==== INPUT DATA ====

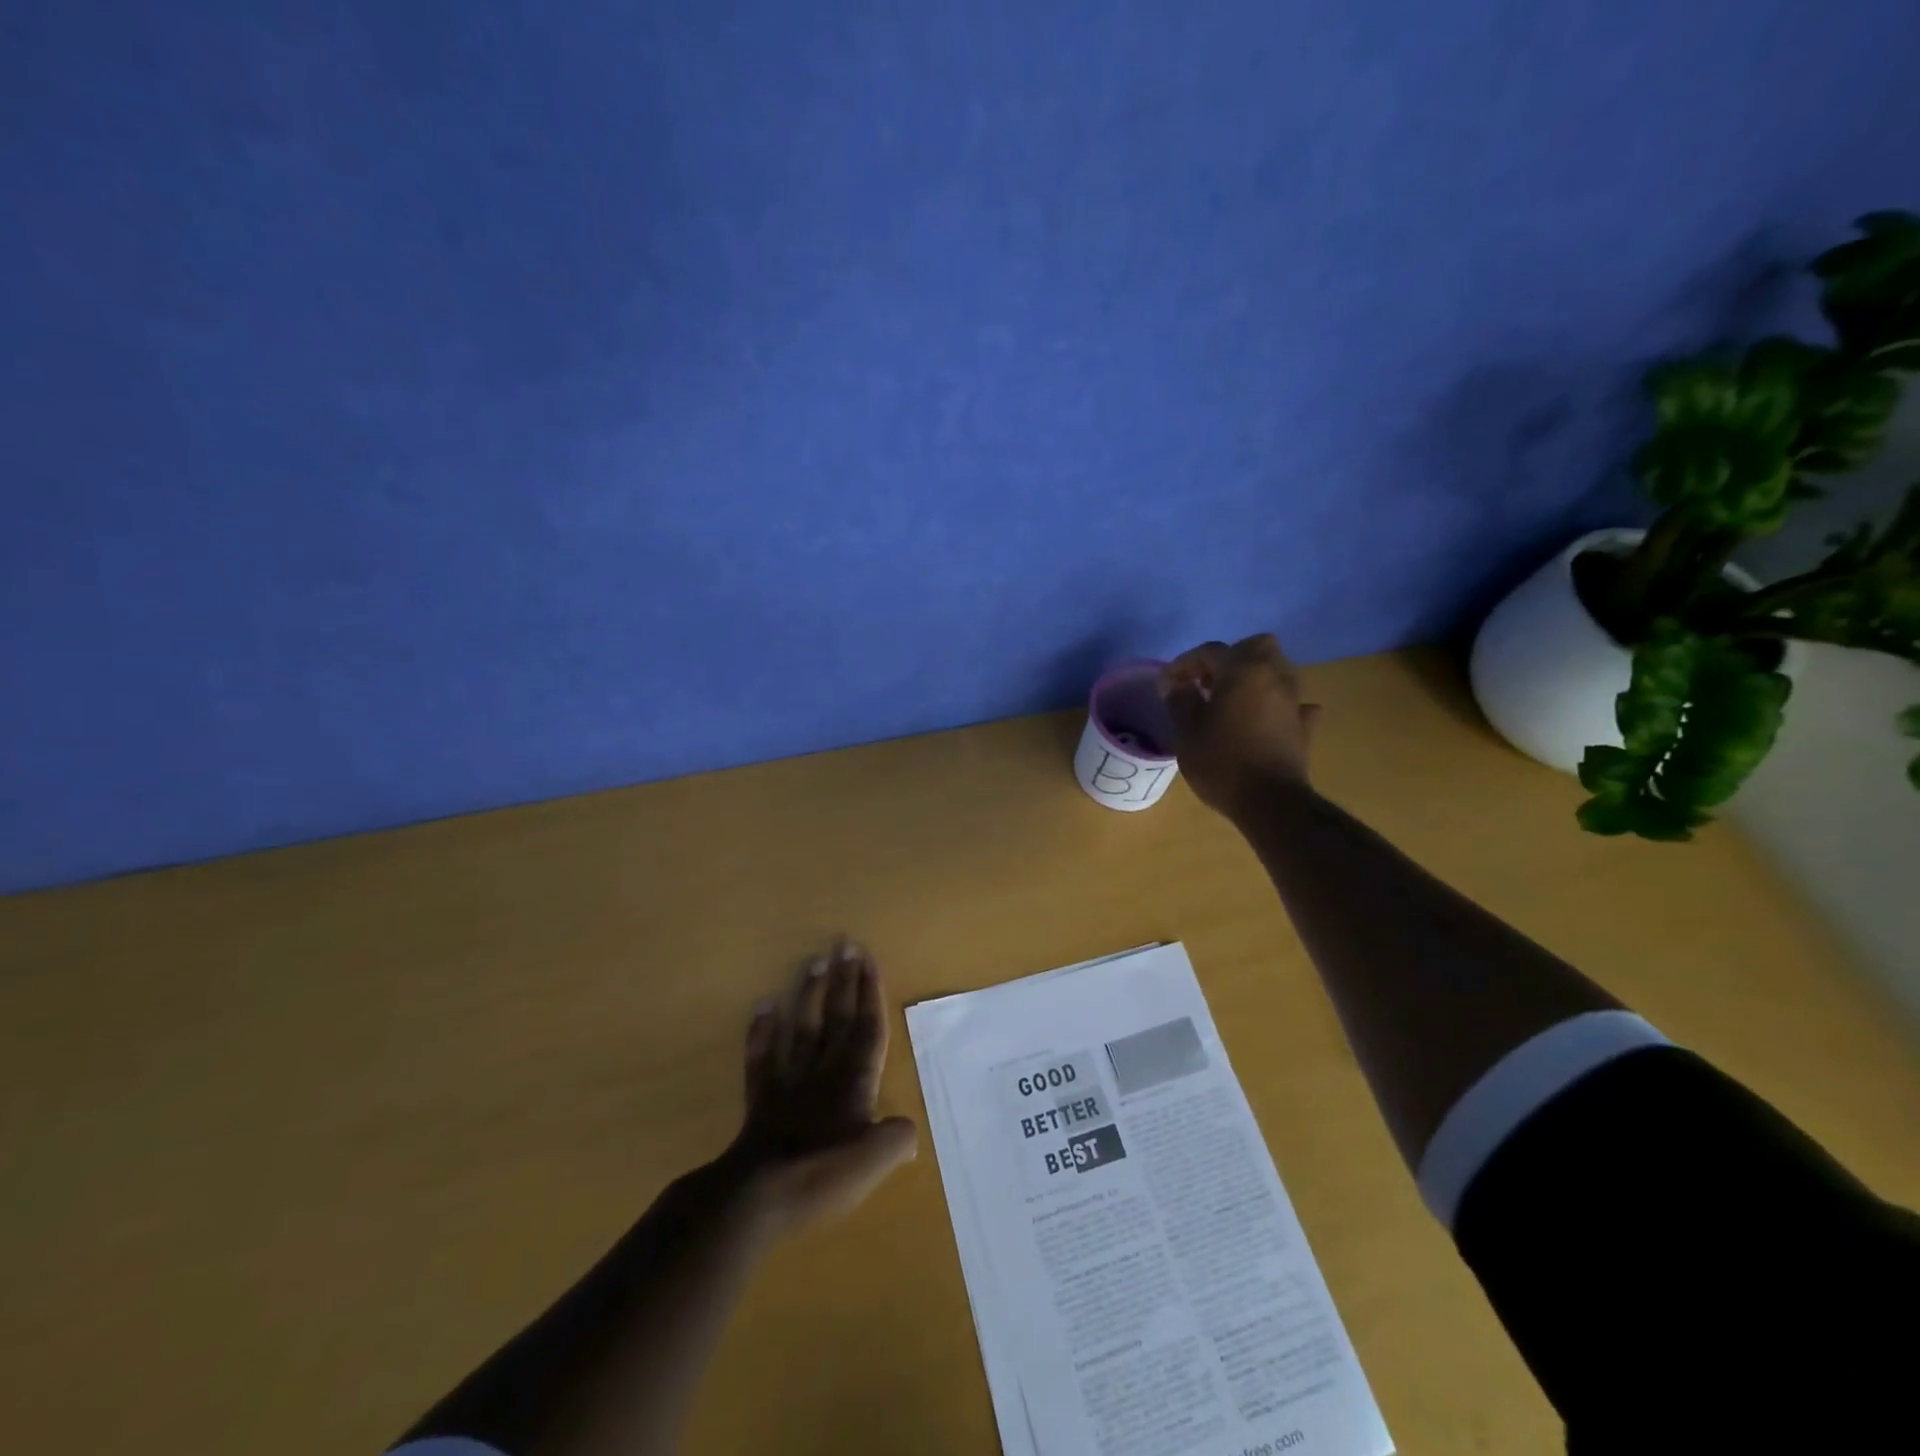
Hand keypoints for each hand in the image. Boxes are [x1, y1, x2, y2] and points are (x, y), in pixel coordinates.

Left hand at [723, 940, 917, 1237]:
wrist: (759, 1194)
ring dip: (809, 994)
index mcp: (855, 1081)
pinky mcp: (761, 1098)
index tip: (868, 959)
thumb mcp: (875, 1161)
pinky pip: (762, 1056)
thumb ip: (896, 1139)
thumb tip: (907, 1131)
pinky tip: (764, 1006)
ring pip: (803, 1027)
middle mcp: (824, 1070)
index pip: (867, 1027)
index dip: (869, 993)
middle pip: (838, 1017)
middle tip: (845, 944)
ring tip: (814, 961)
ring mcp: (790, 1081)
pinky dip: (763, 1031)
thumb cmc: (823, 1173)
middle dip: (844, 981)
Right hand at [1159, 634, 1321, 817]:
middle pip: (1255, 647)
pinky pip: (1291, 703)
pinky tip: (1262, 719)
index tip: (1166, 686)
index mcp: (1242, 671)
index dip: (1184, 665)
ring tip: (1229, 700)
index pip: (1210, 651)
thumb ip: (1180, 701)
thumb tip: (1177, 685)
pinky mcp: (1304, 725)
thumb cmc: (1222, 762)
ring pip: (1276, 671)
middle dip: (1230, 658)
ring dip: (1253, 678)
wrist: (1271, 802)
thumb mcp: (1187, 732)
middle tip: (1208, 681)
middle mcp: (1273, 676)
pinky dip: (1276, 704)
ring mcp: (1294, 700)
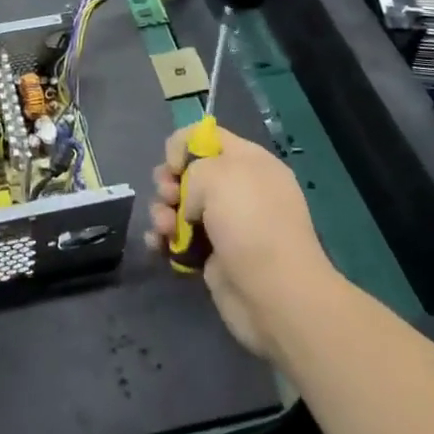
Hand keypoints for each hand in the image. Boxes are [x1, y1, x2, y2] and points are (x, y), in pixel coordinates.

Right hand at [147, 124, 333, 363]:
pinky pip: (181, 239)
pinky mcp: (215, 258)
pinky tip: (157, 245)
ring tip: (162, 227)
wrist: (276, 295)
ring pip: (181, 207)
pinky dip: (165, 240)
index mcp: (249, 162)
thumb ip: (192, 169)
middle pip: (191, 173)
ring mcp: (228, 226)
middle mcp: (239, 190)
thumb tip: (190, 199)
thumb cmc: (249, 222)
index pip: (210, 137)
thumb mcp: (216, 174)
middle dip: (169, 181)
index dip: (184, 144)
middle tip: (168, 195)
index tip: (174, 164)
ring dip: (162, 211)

====

> _ACTIVITY_
Please retype every record exactly, leaving the pictures out.

> _EXERCISE RESPONSE_
Hand keypoints for each hand in the image. Boxes are [x1, y1, x2, y2] and points are (x, y), in pixel coordinates.

Left hand at [723, 940, 917, 1237]:
wrist: (759, 1194)
ring dip: (809, 994)
index mcp: (855, 1081)
pinky mcp: (761, 1098)
index tip: (868, 959)
thumb mcp: (875, 1161)
pinky pip: (762, 1056)
thumb ip: (896, 1139)
thumb tip: (907, 1131)
pinky tip: (764, 1006)
ring pip: (803, 1027)
middle mcp: (824, 1070)
index pip: (867, 1027)
index dip: (869, 993)
middle pip: (838, 1017)
middle tip: (845, 944)
ring tip: (814, 961)
ring mcp: (790, 1081)
pinky dip: (763, 1031)
thumb cmc: (823, 1173)
middle dip: (844, 981)
Right hand at [1159, 634, 1321, 817]:
middle pip: (1255, 647)
pinky pip: (1291, 703)
pinky tip: (1262, 719)
index tip: (1166, 686)
index mcp: (1242, 671)
index dip: (1184, 665)
ring tip: (1229, 700)
index pip: (1210, 651)
thumb ip: (1180, 701)
thumb tip: (1177, 685)
pinky mcp: (1304, 725)
thumb cmc: (1222, 762)
ring pip: (1276, 671)
middle dip: (1230, 658)
ring dip: (1253, 678)
wrist: (1271, 802)
thumb mcp: (1187, 732)
middle tip: (1208, 681)
middle mcp: (1273, 676)
pinky dip: (1276, 704)
ring mcp: (1294, 700)
Hand keypoints for each hand in the image. Boxes are [x1, y1, x2, y2] and points are (x, y), in pixel coordinates.

Right hand at [147, 124, 333, 363]:
pinky pip: (181, 239)
pinky mcp: (215, 258)
pinky tip: (157, 245)
ring tip: (162, 227)
wrist: (276, 295)
ring pip: (181, 207)
pinky dip: (165, 240)
index mcp: (249, 162)
thumb ip: (192, 169)
middle pip: (191, 173)
ring mcp: (228, 226)
middle mcp: (239, 190)
thumb tip: (190, 199)
thumb cmc: (249, 222)
index pip: (210, 137)
thumb mcp: (216, 174)
middle dip: (169, 181)
index dip: (184, 144)
middle tip: (168, 195)
index tip: (174, 164)
ring dip: (162, 211)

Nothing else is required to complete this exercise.